Much of the timing associated with improving your credit depends on your plan. Those seeking significant improvement must take aggressive actions for faster results.
Often, consumers with poor credit scores can achieve an above-average score in as little as one year. Among the most critical steps include:
- Reviewing your credit report for errors that are hindering your score and filing a dispute.
- Resolving unpaid collection accounts.
- Using improvement tools such as credit-builder loans or secured credit cards.
- Exploring ways of reporting rent, utilities, and other monthly bills to the credit bureaus.
What is the Fastest Way to Rebuild Your Credit?
Adopt a multi-faceted plan. The first key involves paying all existing bills on time.
Failing to make timely payments hinders any efforts for improving your credit score. Payment history represents the most influential factor used in both the FICO and VantageScore models.
If obtaining approval for an unsecured credit card is not possible, try a secured credit card. Use the card regularly (up to 30% of the available limit) and pay back the balance each month.

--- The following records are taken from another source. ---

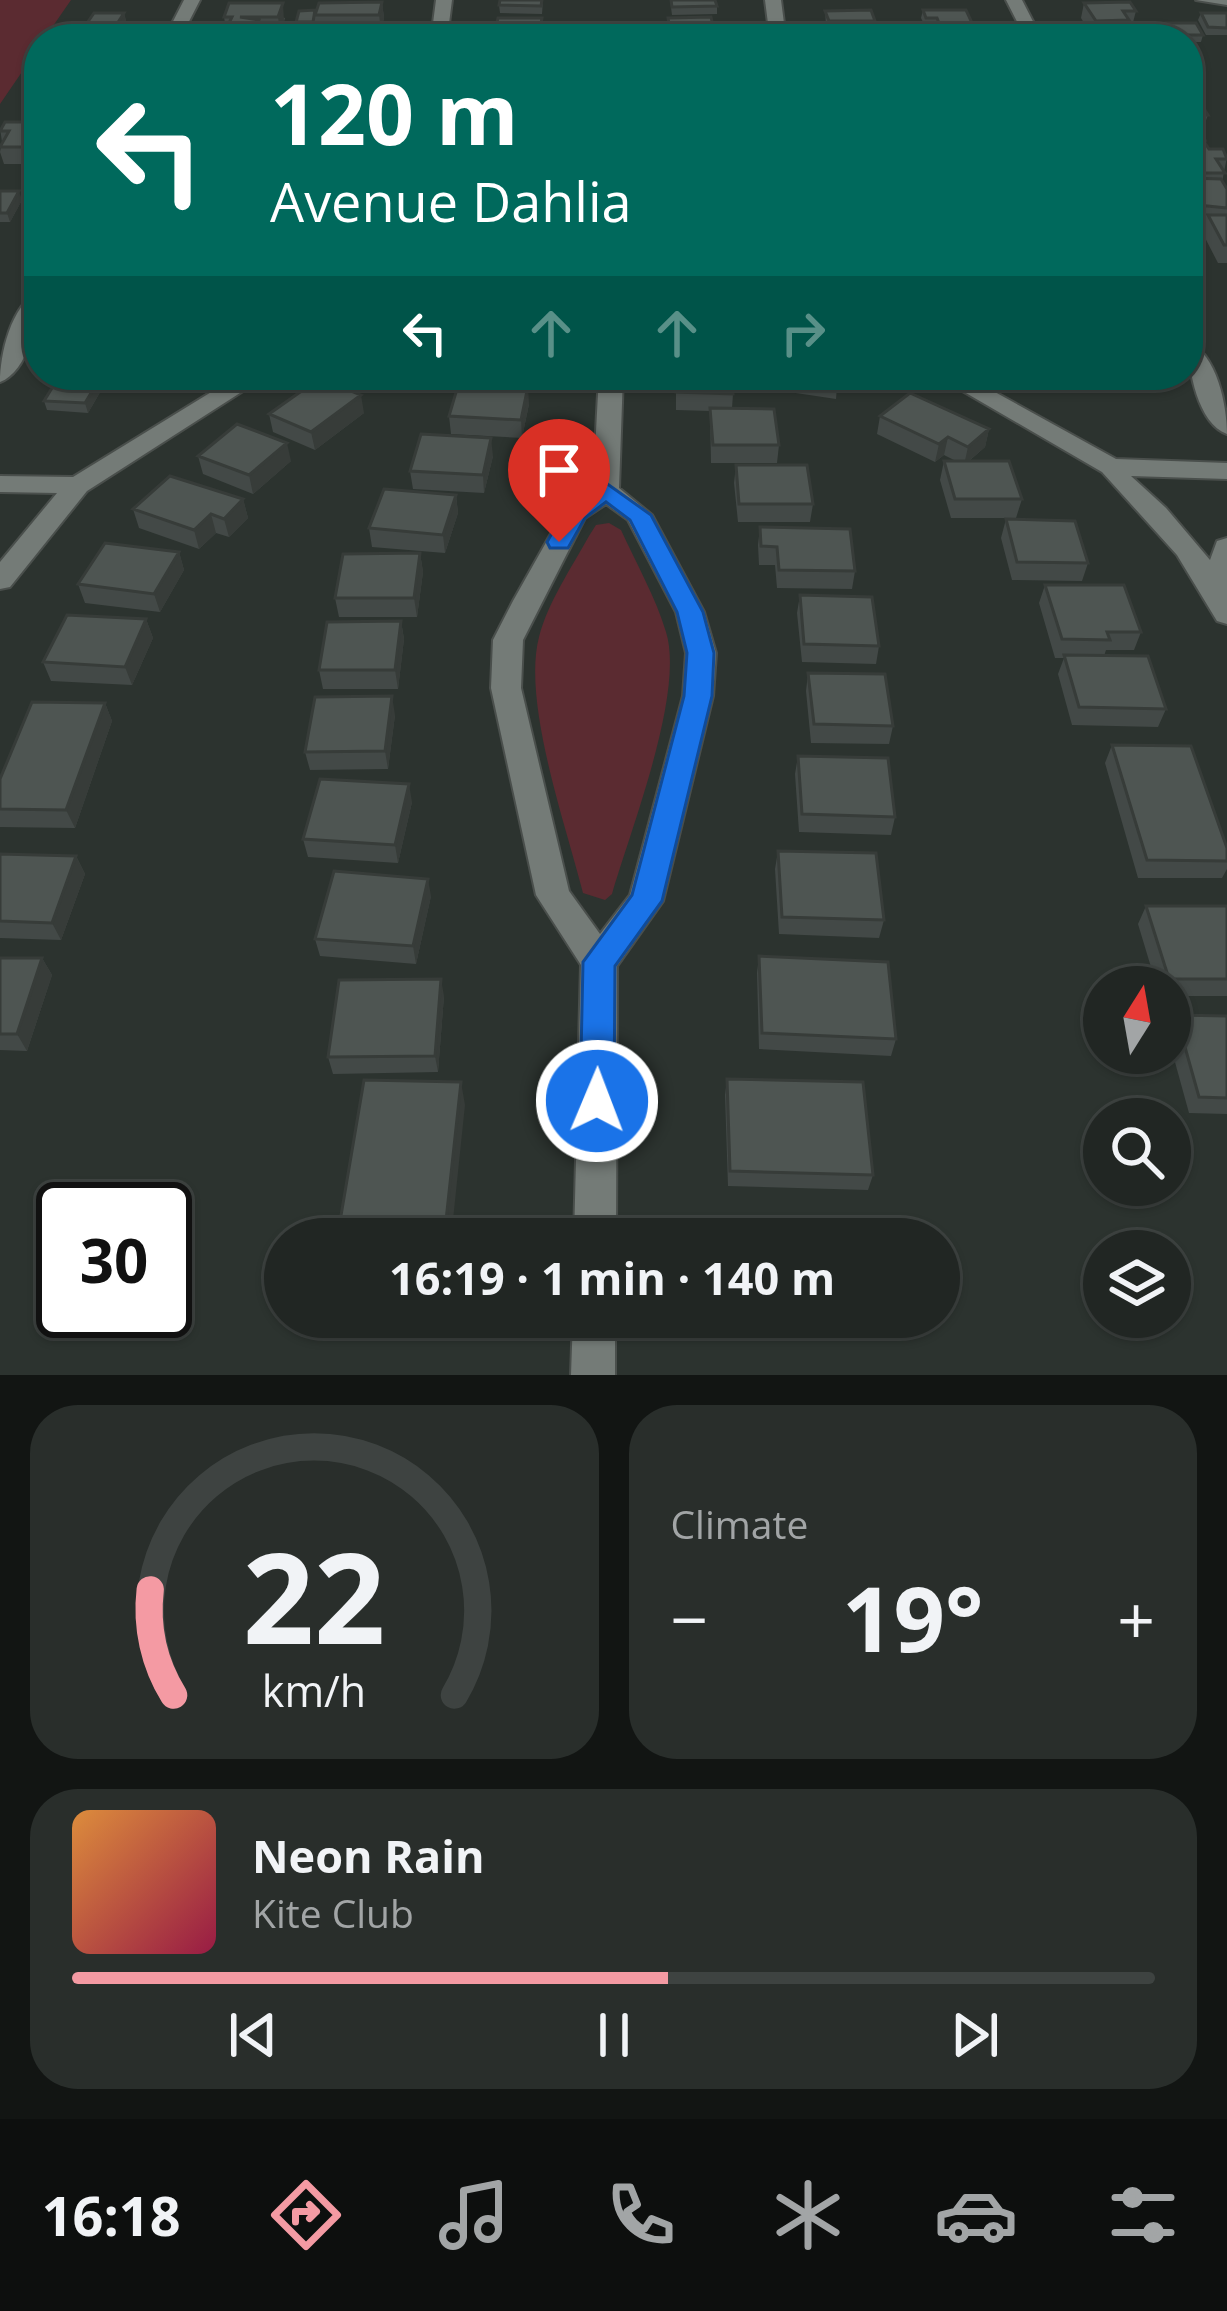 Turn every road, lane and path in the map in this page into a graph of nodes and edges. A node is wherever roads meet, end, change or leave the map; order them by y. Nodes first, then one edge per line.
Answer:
1 (1204, 0) edge
2 (1227, 0) edge
3 (24, 328) edge
4 (0, 375) edge
5 (1203, 379) edge
6 (232, 390) edge
7 (610, 390) edge
8 (974, 390) edge
9 (1227, 427) edge
10 (1111, 466) junction
11 (1227, 471) edge
12 (0, 484) edge
13 (79, 485) junction
14 (606, 491) junction
15 (1227, 547) edge
16 (0, 580) edge
17 (1221, 601) edge
18 (599, 962) junction
19 (595, 1218) edge
20 (594, 1338) edge
21 (593, 1375) edge

1 - 2 street
3 - 4 street
5 - 9 street
6 - 13 street
7 - 14 street
8 - 10 street
10 - 11 street
10 - 17 street
12 - 13 street
13 - 16 street
14 - 18 street
14 - 18 street
15 - 17 street
18 - 19 street
20 - 21 street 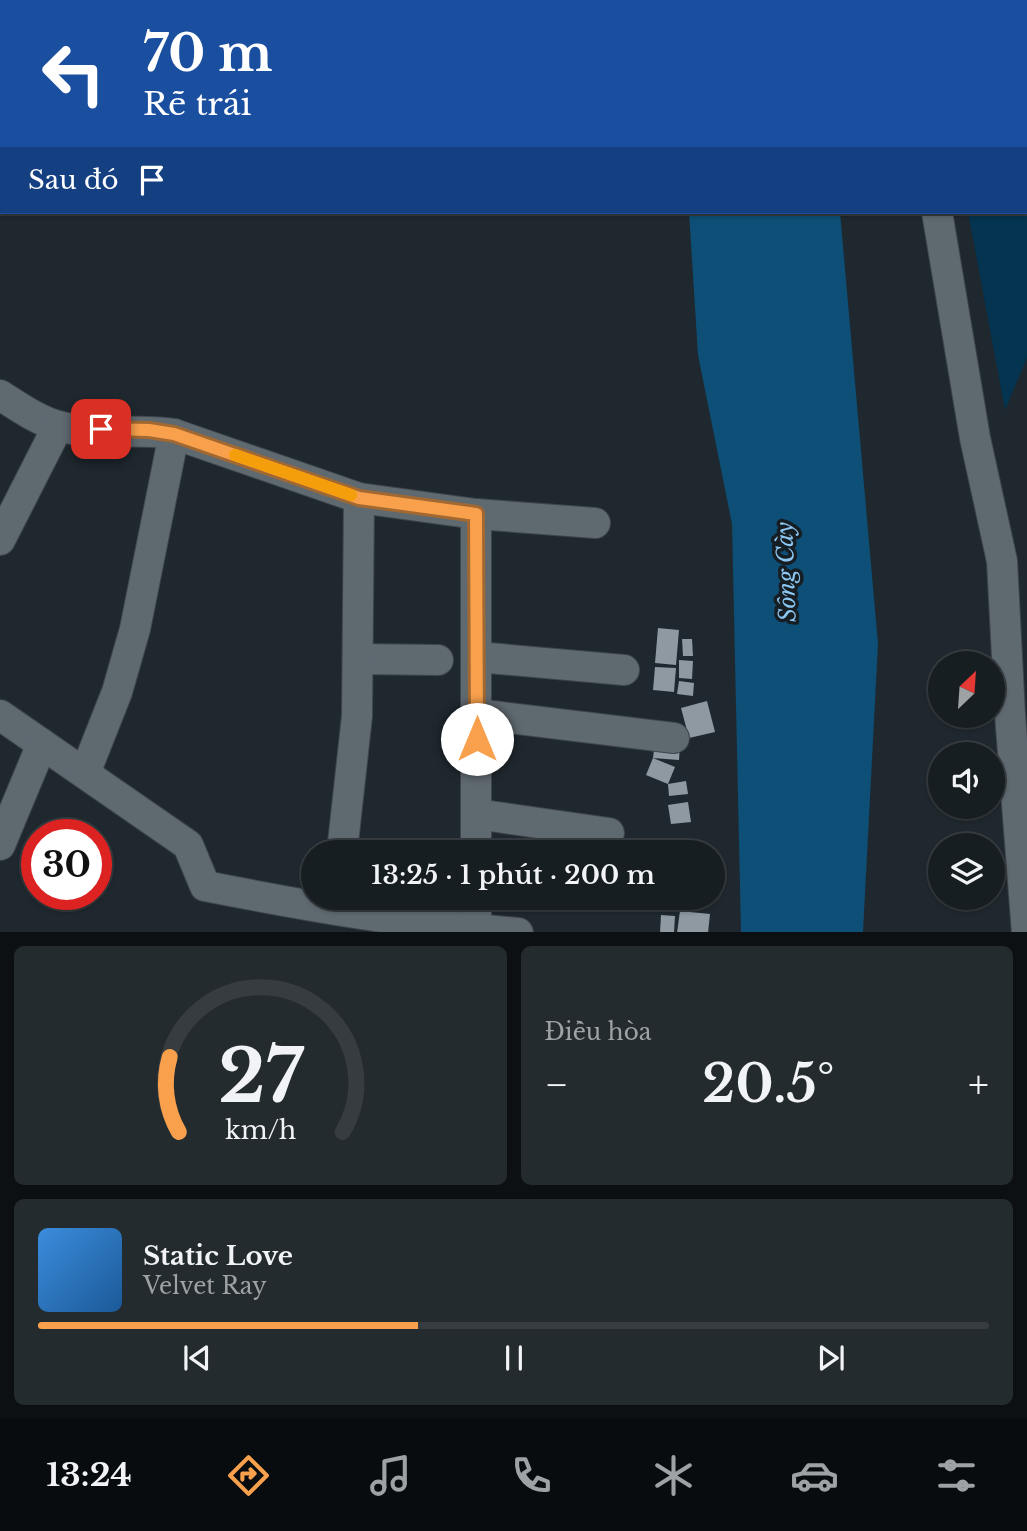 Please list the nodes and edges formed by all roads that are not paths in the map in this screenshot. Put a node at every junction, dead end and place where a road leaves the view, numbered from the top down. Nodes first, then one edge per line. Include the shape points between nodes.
1 (937, 214) edge
2 (0, 395) edge
3 (58, 426) junction
4 (174, 434) junction
5 (359, 498) junction
6 (476, 514) junction
7 (595, 523) dead end
8 (0, 540) edge
9 (1015, 556) edge
10 (477, 657) junction
11 (358, 659) junction
12 (438, 660) dead end
13 (624, 670) dead end
14 (477, 714) junction
15 (0, 715) edge
16 (674, 738) dead end
17 (42, 744) junction
18 (85, 773) junction
19 (476, 814) junction
20 (609, 833) dead end
21 (343, 840) edge
22 (476, 840) edge
23 (0, 845) edge
24 (301, 900) edge
25 (361, 910) edge
26 (469, 910) edge
27 (458, 930) edge
28 (498, 932) edge
29 (1027, 932) edge

1 - 9 street via 975,438
2 - 3 street
3 - 4 street
3 - 8 street
4 - 5 street
4 - 18 street via 135,629 117,692
5 - 6 street
5 - 11 street
6 - 7 street
6 - 10 street
9 - 29 street via 1010,715
10 - 13 street
10 - 14 street
11 - 12 street
11 - 21 street via 357,716
14 - 16 street
14 - 19 street
15 - 17 street
17 - 18 street
17 - 23 street
18 - 24 street via 188,845 205,886
19 - 20 street
19 - 22 street
25 - 27 street
26 - 27 street
27 - 28 street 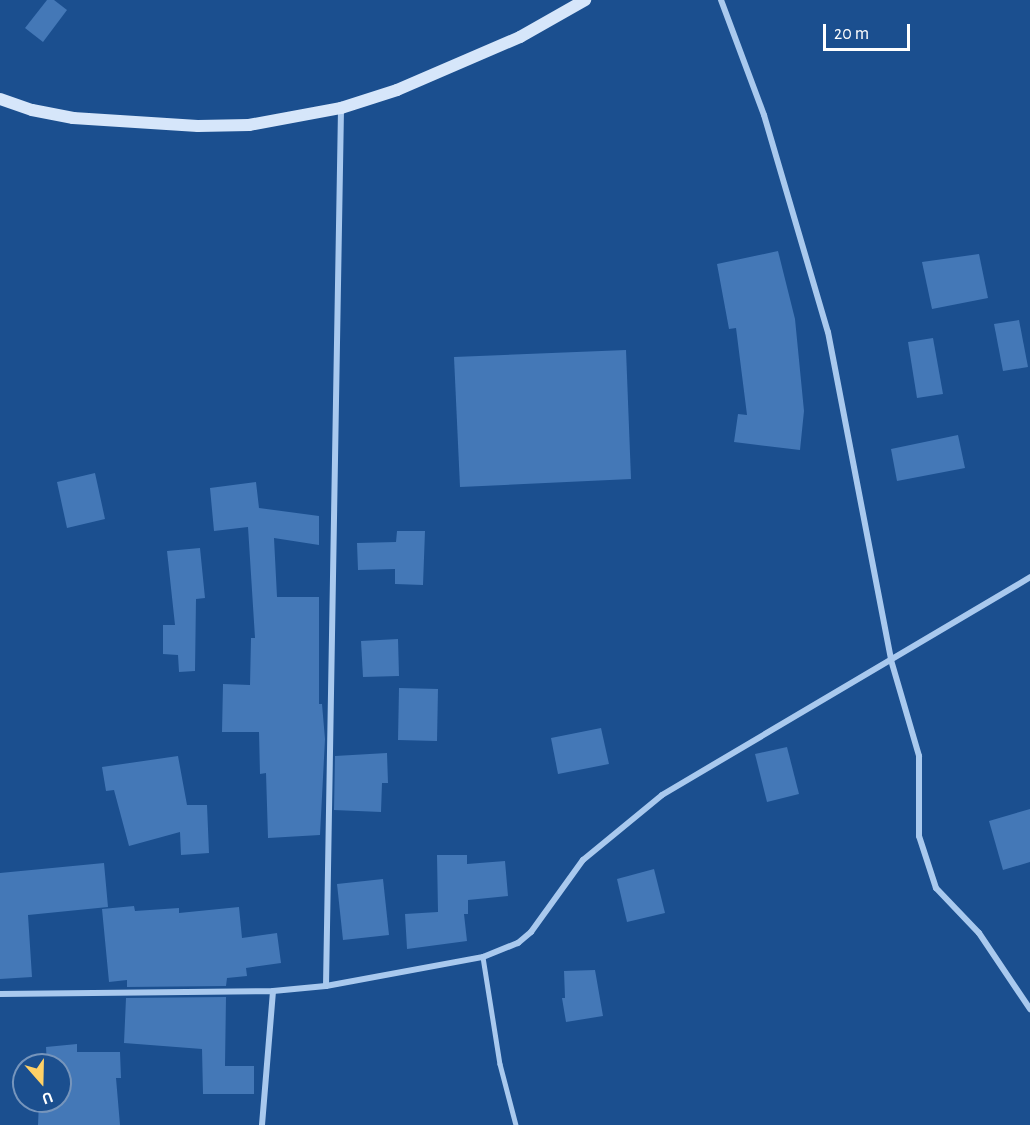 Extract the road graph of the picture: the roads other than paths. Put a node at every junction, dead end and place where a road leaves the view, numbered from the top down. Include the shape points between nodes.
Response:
1 (585, 0) edge
2 (721, 0) edge
3 (0, 99) edge
4 (341, 108) junction
5 (1030, 576) edge
6 (891, 660) junction
7 (483, 957) junction
8 (326, 986) junction
9 (273, 991) junction
10 (0, 994) edge
11 (1030, 1009) edge
12 (262, 1125) edge
13 (516, 1125) edge

1 - 4 street via 455,68
2 - 6 street via 764,115 828,332
3 - 4 street via 73,118 198,126 249,125
4 - 8 street
5 - 6 street
6 - 7 street via 662,795 583,860 531,932 518,943
6 - 11 street via 919,756 919,836 936,888 978,933
7 - 8 street
7 - 13 lane via 500,1064
8 - 9 street
9 - 10 street
9 - 12 street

Also consider obtaining a credit-builder loan, which is an excellent complement to a secured credit card.
A credit-builder loan is an installment loan, while a secured credit card is a revolving credit account. The combination helps with improving your overall credit “mix.”
Get a copy of your credit report. Carefully review all entries within your credit history and dispute any inaccuracies.
How Do I Wipe My Credit Clean?
Consumers, lenders, or other parties are unable to remove entries from your credit history. Both lenders and consumer credit advocates value maintaining accurate and credible report data.
Lenders depend on the validity of reported credit history for important lending decisions.
Yet, you should promptly dispute any inaccurate information that you discover.
An opportunity may exist for removing unpaid, charged-off collection accounts. Here, you might negotiate a “pay for delete” arrangement if you pay the outstanding debt. Be sure to get any agreements you make in writing.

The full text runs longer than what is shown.